Zie achtergrondinformatie voor informatie over het doen van onderzoek.
In bijlage V kunt u het contract dat de leerlingen ondertekenen vinden.
onderzoeksvragen stellen
opzetten experiment
De onderzoeker vertelt de leerlingen dat er voor het onderzoekslab een algemene onderzoeksvraag nodig is. Wat willen de leerlingen graag weten? De onderzoeksvragen worden geïnventariseerd en opgeschreven. Daarna wordt er gestemd. Bij de onderzoeksvragen kan er gedacht worden aan: Zijn jongens muzikaler dan meisjes? Zijn grote mensen muzikaler dan kleine mensen? Zijn mensen die een muziekinstrument bespelen muzikaler dan mensen die er geen bespelen? De leerlingen schrijven de onderzoeksvraag op in hun logboek. De leerlingen gaan daarna uiteen in hun groepjes en gaan aan de hand van het format in het logboek hun experiment opzetten. Hierbij worden ze geholpen door de docent en de eventuele wetenschapper. Het is handig als er minimaal drie docenten/wetenschappers in de klas zijn om te helpen. Als de onderzoeksopzet is goedgekeurd door u of een andere docent/wetenschapper gaan de leerlingen aan de slag met het maken en uittesten van hun experiment en meetinstrument. U heeft ervoor gezorgd dat er verschillende materialen aanwezig zijn waar de leerlingen gebruik van kunnen maken. U kunt hierbij denken aan een stopwatch, een cd-speler, muziekinstrumenten of een computer bijvoorbeeld. Als de leerlingen klaar zijn maken ze een alfabet over het thema muziek. Bij elke letter schrijven ze een woord dat te maken heeft met muziek. Dit doen ze eerst individueel. Als ze het af hebben kunnen ze het vergelijken in hun groepje. Als iedereen klaar is vertellen de groepjes kort aan elkaar over hun eigen test. Laat andere leerlingen reageren over de anonimiteit en de betrouwbaarheid van de test. De wetenschapper kan hierbij weer betrokken worden. Daarna sluit u de les af en vertelt u wat er de volgende les op het programma staat.
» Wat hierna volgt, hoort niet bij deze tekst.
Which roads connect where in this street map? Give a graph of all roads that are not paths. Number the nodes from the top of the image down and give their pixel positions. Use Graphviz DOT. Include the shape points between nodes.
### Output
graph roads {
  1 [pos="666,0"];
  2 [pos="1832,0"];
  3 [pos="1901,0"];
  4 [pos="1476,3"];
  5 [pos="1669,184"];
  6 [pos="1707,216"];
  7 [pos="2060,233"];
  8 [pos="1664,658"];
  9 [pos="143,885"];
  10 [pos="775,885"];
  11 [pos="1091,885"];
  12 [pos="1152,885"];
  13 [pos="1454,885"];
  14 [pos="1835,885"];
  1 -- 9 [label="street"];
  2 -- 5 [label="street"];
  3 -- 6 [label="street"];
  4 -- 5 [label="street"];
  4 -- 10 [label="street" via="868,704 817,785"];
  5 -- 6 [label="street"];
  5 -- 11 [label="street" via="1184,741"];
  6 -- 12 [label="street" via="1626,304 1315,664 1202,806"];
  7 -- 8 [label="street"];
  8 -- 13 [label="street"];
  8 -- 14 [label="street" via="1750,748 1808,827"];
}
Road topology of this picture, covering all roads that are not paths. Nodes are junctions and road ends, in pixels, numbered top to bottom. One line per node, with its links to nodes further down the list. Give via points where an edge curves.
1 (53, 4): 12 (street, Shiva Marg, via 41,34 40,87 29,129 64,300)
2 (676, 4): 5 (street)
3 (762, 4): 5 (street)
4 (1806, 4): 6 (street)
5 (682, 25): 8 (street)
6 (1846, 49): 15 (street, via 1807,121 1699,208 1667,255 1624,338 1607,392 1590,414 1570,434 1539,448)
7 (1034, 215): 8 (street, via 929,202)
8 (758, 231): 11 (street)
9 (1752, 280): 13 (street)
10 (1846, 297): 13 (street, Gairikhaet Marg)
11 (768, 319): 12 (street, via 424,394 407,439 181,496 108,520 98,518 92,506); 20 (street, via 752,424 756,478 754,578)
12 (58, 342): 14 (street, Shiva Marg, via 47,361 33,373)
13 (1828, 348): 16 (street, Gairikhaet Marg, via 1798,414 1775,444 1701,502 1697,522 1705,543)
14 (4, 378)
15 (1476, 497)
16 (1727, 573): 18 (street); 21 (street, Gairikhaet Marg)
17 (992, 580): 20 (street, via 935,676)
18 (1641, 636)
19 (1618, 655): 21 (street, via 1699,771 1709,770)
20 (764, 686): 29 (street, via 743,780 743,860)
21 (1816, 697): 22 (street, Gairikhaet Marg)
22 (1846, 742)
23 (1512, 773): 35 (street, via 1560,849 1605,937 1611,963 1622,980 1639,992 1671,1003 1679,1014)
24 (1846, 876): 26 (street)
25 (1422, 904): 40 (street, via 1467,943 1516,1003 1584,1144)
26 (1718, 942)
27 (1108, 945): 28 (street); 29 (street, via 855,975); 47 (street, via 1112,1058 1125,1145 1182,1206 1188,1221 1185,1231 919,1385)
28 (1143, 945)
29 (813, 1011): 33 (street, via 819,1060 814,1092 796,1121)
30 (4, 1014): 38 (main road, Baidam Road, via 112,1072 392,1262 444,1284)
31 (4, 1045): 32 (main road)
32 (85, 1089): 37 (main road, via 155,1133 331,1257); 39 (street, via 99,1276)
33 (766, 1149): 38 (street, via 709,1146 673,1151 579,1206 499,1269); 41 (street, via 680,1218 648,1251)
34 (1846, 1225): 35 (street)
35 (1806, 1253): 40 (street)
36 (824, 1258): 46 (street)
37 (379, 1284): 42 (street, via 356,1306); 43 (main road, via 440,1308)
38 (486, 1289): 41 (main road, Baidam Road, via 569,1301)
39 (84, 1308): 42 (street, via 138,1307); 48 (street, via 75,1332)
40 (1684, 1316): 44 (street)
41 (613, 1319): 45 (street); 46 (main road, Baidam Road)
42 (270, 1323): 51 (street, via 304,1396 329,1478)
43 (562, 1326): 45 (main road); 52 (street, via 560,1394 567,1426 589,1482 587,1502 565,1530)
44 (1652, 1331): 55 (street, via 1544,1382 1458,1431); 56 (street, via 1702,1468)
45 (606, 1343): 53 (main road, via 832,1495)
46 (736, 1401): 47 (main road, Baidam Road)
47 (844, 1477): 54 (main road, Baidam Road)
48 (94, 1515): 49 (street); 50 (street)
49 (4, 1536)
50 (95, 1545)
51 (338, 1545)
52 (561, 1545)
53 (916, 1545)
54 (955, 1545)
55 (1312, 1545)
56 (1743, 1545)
Benadruk dat ze vanaf nu, in verband met de betrouwbaarheid van het experiment, het logboek op precies dezelfde manier invullen als de rest van hun groepsleden.
Het alfabet vindt u in bijlage IV.
uitvoeren experiment
Les 4 U opent de les en vertelt wat er in de les gaat gebeuren. U legt uit dat de leerlingen vandaag hun experimenten gaan uitvoeren in het onderzoekslab (een ander lokaal) en daarbij de onderzoeksvraag gaan beantwoorden. De volgende punten zijn belangrijk: Elk groepje heeft een eigen plek die ze op de plattegrond kunnen vinden. Op deze plek gaan ze straks hun experiment neerzetten. Per groepje is er één persoon de onderzoeker. Hij of zij meet alle resultaten, schrijft deze nauwkeurig op en zorgt ervoor dat het anoniem blijft. Alle andere leerlingen doen alle experimenten. Op het signaal van de leerkracht wordt er doorgedraaid. Als een groepje eerder klaar is wachten ze rustig op het wisselsignaal. Aan het einde van de testen worden de gegevens verzameld en ingeleverd bij de leerkracht.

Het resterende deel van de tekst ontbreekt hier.